▶ _WHAT IS EXPECTED_: What is needed is an exact copy of the whole listing below, with no pictures.

[RECORDS FOR THE TASK Boundary: Start]

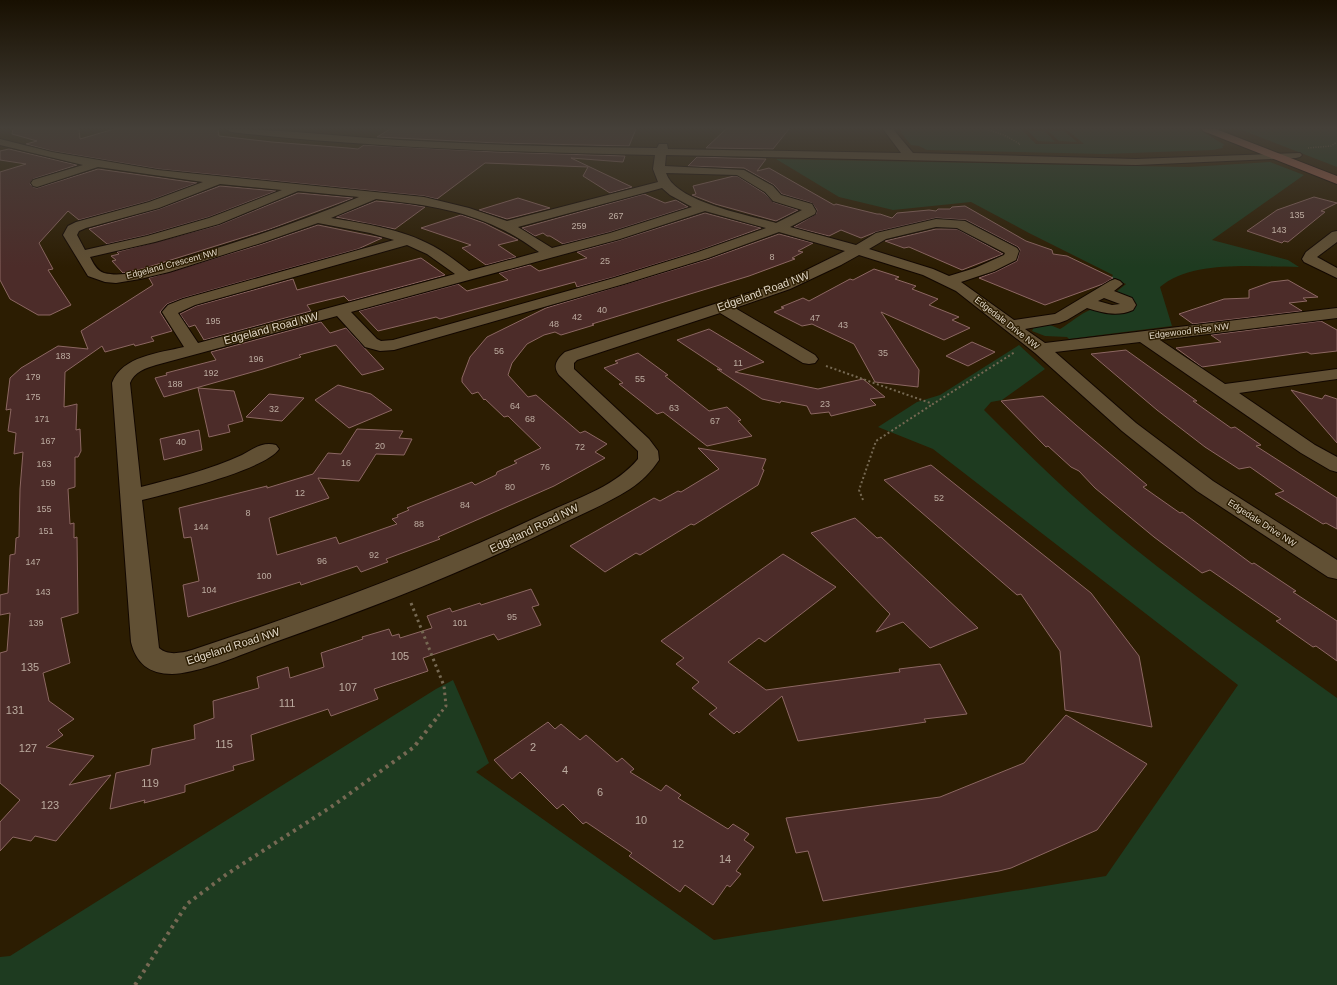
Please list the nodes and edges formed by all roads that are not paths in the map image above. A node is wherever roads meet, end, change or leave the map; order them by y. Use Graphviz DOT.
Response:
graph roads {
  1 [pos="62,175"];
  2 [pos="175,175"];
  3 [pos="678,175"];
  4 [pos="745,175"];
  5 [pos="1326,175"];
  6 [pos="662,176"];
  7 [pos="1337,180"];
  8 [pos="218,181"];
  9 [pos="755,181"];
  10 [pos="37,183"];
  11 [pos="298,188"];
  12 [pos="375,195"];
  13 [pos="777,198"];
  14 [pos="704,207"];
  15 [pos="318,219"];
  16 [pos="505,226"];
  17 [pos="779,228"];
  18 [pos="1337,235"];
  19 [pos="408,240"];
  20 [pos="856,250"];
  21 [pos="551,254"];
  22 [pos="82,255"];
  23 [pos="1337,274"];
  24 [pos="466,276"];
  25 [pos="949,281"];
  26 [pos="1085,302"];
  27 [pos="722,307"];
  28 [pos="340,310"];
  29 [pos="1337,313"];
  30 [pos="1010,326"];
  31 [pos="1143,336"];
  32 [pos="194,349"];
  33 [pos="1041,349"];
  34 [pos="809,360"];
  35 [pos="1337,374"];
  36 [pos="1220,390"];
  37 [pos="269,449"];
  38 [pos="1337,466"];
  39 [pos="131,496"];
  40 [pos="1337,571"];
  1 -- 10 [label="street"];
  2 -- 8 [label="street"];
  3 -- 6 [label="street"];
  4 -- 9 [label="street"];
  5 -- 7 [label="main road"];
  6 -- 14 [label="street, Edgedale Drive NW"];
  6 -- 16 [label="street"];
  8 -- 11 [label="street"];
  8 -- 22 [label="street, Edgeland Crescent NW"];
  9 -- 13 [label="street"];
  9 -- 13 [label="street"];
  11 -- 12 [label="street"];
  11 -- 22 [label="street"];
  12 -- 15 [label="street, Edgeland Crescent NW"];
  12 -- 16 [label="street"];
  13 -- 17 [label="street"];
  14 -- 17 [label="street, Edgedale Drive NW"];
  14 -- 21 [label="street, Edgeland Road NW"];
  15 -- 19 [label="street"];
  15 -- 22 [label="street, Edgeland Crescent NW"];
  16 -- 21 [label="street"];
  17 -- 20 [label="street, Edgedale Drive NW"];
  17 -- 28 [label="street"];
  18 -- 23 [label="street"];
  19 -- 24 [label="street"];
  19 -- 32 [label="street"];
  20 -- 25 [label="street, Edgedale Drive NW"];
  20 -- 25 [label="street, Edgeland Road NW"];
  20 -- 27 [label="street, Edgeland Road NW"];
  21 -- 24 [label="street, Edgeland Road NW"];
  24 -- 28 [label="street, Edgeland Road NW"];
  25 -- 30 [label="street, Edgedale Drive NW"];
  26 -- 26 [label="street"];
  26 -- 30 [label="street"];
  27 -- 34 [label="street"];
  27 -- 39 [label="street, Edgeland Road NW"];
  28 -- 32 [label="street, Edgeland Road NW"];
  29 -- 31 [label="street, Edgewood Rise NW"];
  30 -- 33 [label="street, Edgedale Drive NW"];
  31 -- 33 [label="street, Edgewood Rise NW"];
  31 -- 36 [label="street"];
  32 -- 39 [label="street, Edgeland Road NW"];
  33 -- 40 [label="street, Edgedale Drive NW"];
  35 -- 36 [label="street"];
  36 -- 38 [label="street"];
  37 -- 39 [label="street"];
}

[RECORDS FOR THE TASK Boundary: End]

▶ _RESULT BELOW_:
Please list the nodes and edges formed by all roads that are not paths in the map image above. A node is wherever roads meet, end, change or leave the map; order them by y. Use Graphviz DOT.
Response:
graph roads {
  1 [pos="62,175"];
  2 [pos="175,175"];
  3 [pos="678,175"];
  4 [pos="745,175"];
  5 [pos="1326,175"];
  6 [pos="662,176"];
  7 [pos="1337,180"];
  8 [pos="218,181"];
  9 [pos="755,181"];
  10 [pos="37,183"];
  11 [pos="298,188"];
  12 [pos="375,195"];
  13 [pos="777,198"];
  14 [pos="704,207"];
  15 [pos="318,219"];
  16 [pos="505,226"];
  17 [pos="779,228"];
  18 [pos="1337,235"];
  19 [pos="408,240"];
  20 [pos="856,250"];
  21 [pos="551,254"];
  22 [pos="82,255"];
  23 [pos="1337,274"];
  24 [pos="466,276"];
  25 [pos="949,281"];
  26 [pos="1085,302"];
  27 [pos="722,307"];
  28 [pos="340,310"];
  29 [pos="1337,313"];
  30 [pos="1010,326"];
  31 [pos="1143,336"];
  32 [pos="194,349"];
  33 [pos="1041,349"];
  34 [pos="809,360"];
  35 [pos="1337,374"];
  36 [pos="1220,390"];
  37 [pos="269,449"];
  38 [pos="1337,466"];
  39 [pos="131,496"];
  40 [pos="1337,571"];
  1 -- 10 [label="street"];
  2 -- 8 [label="street"];
  3 -- 6 [label="street"];
  4 -- 9 [label="street"];
  5 -- 7 [label="main road"];
  6 -- 14 [label="street, Edgedale Drive NW"];
  6 -- 16 [label="street"];
  8 -- 11 [label="street"];
  8 -- 22 [label="street, Edgeland Crescent NW"];
  9 -- 13 [label="street"];
  9 -- 13 [label="street"];
  11 -- 12 [label="street"];
  11 -- 22 [label="street"];
  12 -- 15 [label="street, Edgeland Crescent NW"];
  12 -- 16 [label="street"];
  13 -- 17 [label="street"];
  14 -- 17 [label="street, Edgedale Drive NW"];
  14 -- 21 [label="street, Edgeland Road NW"];
  15 -- 19 [label="street"];
  15 -- 22 [label="street, Edgeland Crescent NW"];
  16 -- 21 [label="street"];
  17 -- 20 [label="street, Edgedale Drive NW"];
  17 -- 28 [label="street"];
  18 -- 23 [label="street"];
  19 -- 24 [label="street"];
  19 -- 32 [label="street"];
  20 -- 25 [label="street, Edgedale Drive NW"];
  20 -- 25 [label="street, Edgeland Road NW"];
  20 -- 27 [label="street, Edgeland Road NW"];
  21 -- 24 [label="street, Edgeland Road NW"];
  24 -- 28 [label="street, Edgeland Road NW"];
  25 -- 30 [label="street, Edgedale Drive NW"];
  26 -- 26 [label="street"];
  26 -- 30 [label="street"];
  27 -- 34 [label="street"];
  27 -- 39 [label="street, Edgeland Road NW"];
  28 -- 32 [label="street, Edgeland Road NW"];
  29 -- 31 [label="street, Edgewood Rise NW"];
  30 -- 33 [label="street, Edgedale Drive NW"];
  31 -- 33 [label="street, Edgewood Rise NW"];
  31 -- 36 [label="street"];
  32 -- 39 [label="street, Edgeland Road NW"];
  33 -- 40 [label="street, Edgedale Drive NW"];
  35 -- 36 [label="street"];
  36 -- 38 [label="street"];
  37 -- 39 [label="street"];
}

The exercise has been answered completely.